What is being asked
Among the entries that follow, find every line with the word "other" and list it.

Data to use
• • • •

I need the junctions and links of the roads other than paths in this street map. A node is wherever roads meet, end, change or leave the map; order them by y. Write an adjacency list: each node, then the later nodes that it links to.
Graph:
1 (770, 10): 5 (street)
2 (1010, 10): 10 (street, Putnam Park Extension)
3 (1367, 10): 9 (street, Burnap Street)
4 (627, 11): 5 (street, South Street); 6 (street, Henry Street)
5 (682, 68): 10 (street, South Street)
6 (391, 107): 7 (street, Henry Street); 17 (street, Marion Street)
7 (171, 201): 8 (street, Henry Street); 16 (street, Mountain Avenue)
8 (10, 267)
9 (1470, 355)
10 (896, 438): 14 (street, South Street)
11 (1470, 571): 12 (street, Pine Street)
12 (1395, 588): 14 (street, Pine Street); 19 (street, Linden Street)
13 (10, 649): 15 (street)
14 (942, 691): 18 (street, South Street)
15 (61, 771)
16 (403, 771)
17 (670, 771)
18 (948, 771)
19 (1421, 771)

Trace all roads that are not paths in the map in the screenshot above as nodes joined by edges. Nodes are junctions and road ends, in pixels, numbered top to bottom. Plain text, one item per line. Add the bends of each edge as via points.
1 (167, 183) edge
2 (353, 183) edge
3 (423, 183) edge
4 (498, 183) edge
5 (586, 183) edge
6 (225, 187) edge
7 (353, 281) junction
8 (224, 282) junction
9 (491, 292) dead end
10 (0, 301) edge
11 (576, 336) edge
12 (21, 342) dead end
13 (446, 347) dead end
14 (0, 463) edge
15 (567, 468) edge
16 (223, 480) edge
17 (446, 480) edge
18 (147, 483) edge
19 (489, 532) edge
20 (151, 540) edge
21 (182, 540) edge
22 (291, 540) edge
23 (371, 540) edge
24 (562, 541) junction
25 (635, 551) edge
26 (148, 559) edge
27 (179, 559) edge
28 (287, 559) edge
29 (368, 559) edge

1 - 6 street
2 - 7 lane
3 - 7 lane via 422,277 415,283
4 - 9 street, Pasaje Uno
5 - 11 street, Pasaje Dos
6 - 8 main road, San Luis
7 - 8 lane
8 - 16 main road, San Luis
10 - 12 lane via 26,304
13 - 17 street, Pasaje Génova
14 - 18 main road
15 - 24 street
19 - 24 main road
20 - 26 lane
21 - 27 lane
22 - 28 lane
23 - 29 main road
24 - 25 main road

• • • •

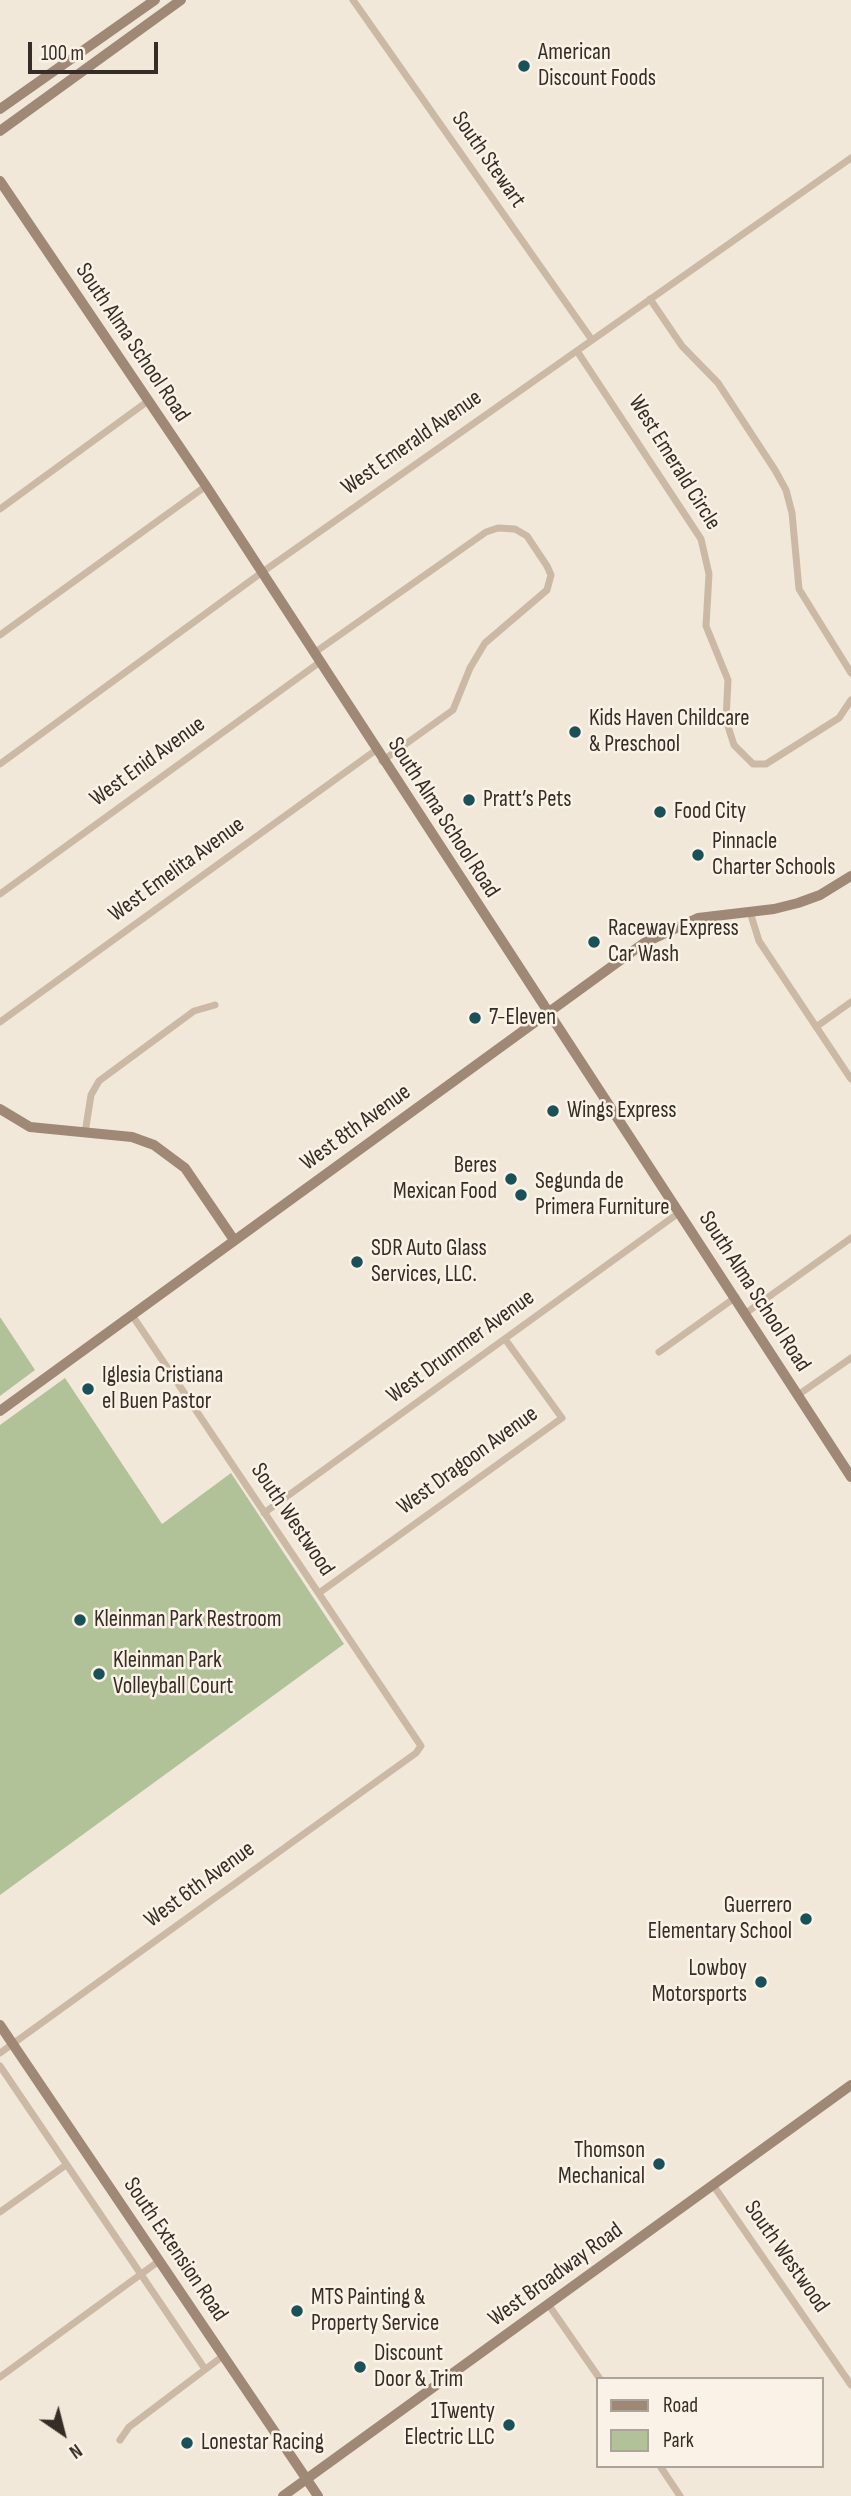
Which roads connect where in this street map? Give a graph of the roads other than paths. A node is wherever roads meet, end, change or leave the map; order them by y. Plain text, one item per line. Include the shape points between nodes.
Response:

• • • •

Solution for this problem
I need the junctions and links of the roads other than paths in this street map. A node is wherever roads meet, end, change or leave the map; order them by y. Write an adjacency list: each node, then the later nodes that it links to.
Which roads connect where in this street map? Give a graph of the roads other than paths. A node is wherever roads meet, end, change or leave the map; order them by y. Plain text, one item per line. Include the shape points between nodes.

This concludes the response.